*MATERIAL FOR THIS TASK*
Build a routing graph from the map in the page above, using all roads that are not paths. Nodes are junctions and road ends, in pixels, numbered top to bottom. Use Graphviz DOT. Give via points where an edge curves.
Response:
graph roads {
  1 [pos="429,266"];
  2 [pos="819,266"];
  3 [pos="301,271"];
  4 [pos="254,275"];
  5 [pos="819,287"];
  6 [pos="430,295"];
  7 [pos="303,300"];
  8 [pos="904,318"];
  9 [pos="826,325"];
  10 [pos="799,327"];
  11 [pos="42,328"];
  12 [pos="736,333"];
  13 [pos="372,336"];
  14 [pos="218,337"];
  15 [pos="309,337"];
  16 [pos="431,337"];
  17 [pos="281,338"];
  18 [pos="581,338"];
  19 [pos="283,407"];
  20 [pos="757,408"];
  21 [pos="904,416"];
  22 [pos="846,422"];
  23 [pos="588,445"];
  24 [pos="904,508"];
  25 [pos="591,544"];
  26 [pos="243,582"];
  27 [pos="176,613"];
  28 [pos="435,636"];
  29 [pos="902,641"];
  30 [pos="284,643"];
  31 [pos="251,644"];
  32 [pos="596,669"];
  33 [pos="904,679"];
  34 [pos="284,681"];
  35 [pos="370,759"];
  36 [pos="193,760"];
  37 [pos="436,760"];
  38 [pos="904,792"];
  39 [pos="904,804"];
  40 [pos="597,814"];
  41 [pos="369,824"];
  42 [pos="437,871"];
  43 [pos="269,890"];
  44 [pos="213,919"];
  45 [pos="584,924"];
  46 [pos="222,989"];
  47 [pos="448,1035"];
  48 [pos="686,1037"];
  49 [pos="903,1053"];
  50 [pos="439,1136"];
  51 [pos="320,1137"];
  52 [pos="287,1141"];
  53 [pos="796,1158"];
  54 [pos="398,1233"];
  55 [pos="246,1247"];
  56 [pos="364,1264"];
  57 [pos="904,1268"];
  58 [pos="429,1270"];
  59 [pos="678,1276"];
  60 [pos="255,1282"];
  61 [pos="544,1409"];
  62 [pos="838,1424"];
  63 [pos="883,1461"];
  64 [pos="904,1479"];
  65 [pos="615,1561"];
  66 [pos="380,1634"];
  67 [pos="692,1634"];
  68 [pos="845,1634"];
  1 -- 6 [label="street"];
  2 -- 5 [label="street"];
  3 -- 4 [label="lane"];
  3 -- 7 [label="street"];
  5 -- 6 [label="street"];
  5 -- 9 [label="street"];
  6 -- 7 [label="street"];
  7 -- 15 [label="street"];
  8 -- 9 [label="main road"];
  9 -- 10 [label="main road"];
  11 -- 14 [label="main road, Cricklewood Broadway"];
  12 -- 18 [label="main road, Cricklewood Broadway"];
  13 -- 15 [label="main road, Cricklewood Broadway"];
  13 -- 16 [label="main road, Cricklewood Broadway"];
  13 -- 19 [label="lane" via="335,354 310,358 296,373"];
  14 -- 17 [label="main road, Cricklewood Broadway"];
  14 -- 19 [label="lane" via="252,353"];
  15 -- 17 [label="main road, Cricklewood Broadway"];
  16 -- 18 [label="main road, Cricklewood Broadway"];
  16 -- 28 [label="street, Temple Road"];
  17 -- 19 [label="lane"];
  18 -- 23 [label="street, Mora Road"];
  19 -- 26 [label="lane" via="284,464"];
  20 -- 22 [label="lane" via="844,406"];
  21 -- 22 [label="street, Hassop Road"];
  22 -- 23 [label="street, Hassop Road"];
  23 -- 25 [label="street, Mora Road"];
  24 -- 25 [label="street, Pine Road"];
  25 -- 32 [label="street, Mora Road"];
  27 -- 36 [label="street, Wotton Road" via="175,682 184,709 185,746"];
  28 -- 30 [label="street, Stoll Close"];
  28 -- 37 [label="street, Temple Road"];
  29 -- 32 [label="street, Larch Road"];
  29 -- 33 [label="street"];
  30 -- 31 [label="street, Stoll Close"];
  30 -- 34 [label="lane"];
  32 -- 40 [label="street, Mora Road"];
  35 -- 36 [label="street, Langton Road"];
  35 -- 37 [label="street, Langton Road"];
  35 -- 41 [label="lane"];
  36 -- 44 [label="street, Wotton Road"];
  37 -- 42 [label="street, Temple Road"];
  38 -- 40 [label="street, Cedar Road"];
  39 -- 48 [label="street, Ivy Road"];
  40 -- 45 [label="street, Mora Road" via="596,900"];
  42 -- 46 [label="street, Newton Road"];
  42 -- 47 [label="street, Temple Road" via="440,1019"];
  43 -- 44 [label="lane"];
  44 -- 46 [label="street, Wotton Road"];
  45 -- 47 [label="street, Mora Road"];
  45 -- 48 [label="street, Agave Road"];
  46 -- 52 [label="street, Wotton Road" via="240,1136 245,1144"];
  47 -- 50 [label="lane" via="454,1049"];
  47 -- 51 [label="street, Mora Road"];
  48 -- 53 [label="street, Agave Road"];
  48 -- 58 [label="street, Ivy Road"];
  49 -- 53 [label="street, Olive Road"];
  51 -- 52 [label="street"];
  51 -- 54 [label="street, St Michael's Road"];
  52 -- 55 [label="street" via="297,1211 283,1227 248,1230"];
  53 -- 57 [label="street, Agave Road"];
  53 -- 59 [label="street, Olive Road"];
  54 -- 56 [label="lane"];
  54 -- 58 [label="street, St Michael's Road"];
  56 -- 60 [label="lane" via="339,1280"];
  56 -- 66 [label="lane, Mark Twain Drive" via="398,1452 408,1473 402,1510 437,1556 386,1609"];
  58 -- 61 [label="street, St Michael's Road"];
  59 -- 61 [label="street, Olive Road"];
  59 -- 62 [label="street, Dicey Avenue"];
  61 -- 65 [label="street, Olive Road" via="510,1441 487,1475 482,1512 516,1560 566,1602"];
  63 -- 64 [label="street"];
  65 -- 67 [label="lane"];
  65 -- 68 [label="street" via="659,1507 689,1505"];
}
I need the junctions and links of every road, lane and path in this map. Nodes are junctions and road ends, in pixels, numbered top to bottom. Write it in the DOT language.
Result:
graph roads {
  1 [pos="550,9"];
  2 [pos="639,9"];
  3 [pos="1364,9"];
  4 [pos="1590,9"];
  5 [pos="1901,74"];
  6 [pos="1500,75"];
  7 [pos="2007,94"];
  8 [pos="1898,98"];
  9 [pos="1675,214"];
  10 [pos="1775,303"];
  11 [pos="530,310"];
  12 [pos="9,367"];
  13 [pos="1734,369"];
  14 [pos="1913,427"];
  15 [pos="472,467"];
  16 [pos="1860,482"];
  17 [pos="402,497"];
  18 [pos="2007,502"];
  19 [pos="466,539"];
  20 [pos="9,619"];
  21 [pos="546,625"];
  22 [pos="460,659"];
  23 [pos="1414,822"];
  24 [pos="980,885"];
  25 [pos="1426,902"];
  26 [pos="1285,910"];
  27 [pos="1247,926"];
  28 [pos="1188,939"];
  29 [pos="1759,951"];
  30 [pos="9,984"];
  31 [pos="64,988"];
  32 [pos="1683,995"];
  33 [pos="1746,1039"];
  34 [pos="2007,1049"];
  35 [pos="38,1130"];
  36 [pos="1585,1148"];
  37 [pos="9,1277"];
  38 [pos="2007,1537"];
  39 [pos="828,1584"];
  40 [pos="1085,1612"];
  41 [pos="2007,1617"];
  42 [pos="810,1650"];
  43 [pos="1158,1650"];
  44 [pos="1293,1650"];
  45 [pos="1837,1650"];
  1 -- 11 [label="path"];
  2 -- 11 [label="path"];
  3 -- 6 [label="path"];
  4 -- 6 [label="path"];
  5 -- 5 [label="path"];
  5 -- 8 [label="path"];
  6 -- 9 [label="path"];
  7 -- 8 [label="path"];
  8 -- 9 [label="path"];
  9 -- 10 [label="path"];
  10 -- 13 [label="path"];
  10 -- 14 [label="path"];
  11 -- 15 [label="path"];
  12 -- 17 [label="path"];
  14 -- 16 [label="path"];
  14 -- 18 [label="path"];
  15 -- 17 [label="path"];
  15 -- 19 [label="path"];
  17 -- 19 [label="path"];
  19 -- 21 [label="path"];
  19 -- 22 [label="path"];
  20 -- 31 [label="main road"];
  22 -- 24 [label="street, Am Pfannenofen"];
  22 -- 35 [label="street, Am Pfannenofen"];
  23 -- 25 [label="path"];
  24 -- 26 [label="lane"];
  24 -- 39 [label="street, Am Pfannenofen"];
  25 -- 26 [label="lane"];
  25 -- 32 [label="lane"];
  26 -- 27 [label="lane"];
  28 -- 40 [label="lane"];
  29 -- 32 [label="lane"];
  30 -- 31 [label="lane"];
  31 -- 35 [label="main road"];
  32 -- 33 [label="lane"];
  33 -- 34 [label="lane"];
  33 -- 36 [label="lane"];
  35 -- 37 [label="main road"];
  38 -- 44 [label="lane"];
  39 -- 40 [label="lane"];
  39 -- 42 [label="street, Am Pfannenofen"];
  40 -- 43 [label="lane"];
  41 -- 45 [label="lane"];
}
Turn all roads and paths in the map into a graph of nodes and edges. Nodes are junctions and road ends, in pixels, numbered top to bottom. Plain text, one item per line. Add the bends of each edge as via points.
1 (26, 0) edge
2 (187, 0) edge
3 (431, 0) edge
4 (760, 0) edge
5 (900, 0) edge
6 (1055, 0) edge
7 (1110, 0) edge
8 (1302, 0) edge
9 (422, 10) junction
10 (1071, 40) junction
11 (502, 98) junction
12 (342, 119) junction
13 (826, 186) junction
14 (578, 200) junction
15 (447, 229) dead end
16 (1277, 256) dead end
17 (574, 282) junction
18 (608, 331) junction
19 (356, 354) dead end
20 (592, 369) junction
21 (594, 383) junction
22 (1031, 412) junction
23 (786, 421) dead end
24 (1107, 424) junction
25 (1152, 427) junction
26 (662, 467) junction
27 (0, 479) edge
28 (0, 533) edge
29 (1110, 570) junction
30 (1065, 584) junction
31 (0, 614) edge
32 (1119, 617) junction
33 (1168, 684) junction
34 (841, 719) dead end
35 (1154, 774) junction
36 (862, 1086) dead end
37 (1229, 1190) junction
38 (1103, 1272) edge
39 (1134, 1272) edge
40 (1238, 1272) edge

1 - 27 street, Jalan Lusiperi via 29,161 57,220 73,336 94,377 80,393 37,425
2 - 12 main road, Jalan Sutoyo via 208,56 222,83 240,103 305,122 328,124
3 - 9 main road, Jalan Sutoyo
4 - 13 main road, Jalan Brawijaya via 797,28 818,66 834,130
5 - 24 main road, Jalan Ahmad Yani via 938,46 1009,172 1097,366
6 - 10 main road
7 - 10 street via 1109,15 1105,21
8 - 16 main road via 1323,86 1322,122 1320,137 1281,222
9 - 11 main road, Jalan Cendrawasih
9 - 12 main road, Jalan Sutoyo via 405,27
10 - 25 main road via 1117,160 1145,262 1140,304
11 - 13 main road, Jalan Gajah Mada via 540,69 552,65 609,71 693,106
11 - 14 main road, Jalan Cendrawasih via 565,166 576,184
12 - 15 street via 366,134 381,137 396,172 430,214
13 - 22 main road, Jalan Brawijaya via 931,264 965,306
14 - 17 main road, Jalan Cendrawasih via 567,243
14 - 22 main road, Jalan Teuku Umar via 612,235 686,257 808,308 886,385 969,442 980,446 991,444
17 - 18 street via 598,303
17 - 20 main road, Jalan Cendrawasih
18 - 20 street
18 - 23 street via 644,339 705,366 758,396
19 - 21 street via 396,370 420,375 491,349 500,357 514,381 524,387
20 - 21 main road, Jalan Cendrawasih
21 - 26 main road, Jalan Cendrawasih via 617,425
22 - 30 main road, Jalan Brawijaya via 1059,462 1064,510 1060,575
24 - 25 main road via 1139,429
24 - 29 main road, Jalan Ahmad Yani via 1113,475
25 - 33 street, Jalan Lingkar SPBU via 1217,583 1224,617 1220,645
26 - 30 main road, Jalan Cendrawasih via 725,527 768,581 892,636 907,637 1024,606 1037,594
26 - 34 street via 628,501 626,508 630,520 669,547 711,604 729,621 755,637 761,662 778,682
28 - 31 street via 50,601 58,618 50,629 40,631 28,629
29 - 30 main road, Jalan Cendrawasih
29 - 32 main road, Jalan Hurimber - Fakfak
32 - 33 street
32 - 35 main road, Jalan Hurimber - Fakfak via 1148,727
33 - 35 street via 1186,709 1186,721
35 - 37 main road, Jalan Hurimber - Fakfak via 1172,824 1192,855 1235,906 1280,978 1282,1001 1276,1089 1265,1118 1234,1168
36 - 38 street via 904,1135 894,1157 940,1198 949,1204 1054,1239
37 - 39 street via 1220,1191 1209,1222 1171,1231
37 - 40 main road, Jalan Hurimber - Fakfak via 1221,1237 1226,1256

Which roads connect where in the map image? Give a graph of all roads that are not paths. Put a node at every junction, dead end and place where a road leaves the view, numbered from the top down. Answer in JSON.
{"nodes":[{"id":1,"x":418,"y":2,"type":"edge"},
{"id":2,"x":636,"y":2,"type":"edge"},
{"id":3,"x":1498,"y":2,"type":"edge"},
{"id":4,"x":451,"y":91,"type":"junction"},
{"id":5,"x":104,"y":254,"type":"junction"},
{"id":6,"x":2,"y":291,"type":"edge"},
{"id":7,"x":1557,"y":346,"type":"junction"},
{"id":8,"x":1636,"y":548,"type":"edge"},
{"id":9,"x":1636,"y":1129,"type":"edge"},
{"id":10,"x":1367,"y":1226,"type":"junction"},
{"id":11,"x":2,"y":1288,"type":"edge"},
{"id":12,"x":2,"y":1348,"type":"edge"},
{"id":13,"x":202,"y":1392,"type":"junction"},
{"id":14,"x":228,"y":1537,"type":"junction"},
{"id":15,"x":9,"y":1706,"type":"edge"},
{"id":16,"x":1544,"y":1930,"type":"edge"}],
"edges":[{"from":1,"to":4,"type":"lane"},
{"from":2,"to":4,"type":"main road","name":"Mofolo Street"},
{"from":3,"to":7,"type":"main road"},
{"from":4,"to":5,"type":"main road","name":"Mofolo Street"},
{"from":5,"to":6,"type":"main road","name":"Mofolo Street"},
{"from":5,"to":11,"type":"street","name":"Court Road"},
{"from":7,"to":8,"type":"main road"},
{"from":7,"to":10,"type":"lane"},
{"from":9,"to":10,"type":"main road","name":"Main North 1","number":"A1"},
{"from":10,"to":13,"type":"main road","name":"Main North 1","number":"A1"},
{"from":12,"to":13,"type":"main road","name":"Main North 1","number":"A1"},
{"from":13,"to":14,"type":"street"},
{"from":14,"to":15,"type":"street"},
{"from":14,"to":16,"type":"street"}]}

*WHAT NEEDS TO BE DONE*
Could you find each line in the entries that contains the string "every" and copy it?

*FINAL ANSWER*
I need the junctions and links of every road, lane and path in this map. Nodes are junctions and road ends, in pixels, numbered top to bottom. Write it in the DOT language.
Which roads connect where in the map image? Give a graph of all roads that are not paths. Put a node at every junction, dead end and place where a road leaves the view, numbered from the top down. Answer in JSON.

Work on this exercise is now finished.